Baroness Nicholson of Winterbourne, writing for The Daily Mail, has argued that NHS policies designed to cater for men who identify as women have resulted in horrifying consequences for female patients.
This week, The Daily Telegraph reported that a number of NHS Trusts in England now advise that patients be admitted to hospital wards on the basis of their self-declared gender.
‘Transphobia’
Lady Nicholson said: “Without consultation — and in my opinion, in defiance of the law — NHS Trusts across the country have issued guidance saying patients should be accommodated based on the gender they say they identify with.
“This means they can pick which ward, toilets and shower facilities they use.”
As a consequence, she stated, female patients “have understandably been left distraught, forced to share some of their most intimate and vulnerable moments alongside a member of the opposite sex”.
Unfortunately, the Peer continued, a good number of those “who have expressed discomfort at this turn of events — be they patients or nursing staff — have been accused of transphobia and hate crime. Some nurses have lost their jobs”.
First-hand accounts
Reflecting on years of campaigning to secure single-sex spaces in hospitals, Lady Nicholson said: “Sadly, what is happening in wards up and down the country is that that very basic respect for a patient’s rights is being overturned.”
NHS chiefs, she said, in their “haste to assert the primacy of ‘Self-Identification’”, have “knowingly distorted the equality laws that Parliament has passed”. And, she added, “it is women who are paying the price”.
The Peer cited worrying evidence gathered by Parliamentary colleagues “from patients and medics on the impact of the deviation from single-sex spaces”.
Lady Nicholson said: “In hundreds of emails and hours of personal testimony, we have heard cases ranging from dementia patients distressed at waking up next to someone who, in their mind, looks like a man, to reports of a rape on a psychiatric unit undertaken by a biological male who identified as a woman.”
‘Scandal’
Aware of the likely backlash to her foray into “the whirlpool of transgender issues”, the Baroness remained undaunted.
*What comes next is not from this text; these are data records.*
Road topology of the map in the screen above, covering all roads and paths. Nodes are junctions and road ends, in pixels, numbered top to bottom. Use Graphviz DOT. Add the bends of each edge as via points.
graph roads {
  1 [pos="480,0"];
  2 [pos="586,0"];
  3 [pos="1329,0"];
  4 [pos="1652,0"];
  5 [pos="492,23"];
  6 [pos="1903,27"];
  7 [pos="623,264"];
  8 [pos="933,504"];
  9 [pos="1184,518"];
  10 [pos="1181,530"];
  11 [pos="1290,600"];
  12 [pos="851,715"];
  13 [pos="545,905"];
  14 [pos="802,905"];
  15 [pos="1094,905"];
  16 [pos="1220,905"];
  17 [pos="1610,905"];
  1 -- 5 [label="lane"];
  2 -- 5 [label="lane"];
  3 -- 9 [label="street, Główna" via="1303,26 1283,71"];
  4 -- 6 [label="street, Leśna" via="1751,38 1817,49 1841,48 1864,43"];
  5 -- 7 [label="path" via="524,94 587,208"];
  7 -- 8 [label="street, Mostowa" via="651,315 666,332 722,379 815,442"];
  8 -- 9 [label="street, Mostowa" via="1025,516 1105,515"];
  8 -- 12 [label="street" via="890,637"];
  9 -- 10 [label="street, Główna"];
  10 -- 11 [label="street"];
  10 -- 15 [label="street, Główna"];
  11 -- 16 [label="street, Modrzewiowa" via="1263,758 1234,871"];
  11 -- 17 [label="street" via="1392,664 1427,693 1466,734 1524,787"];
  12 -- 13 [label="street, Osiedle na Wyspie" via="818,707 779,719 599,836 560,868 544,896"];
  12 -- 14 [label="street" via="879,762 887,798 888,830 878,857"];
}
What matters more, she said, was finding “a way of protecting the vulnerable”.
Lady Nicholson concluded: “In my work around the globe, I have always cited the country of my birth as a shining example of a nation which upholds the rights of women, and our NHS as a beacon of health care provision.
“However, the scandal that is unfolding in our single-sex wards has led me to conclude that neither of these proclamations remains true.”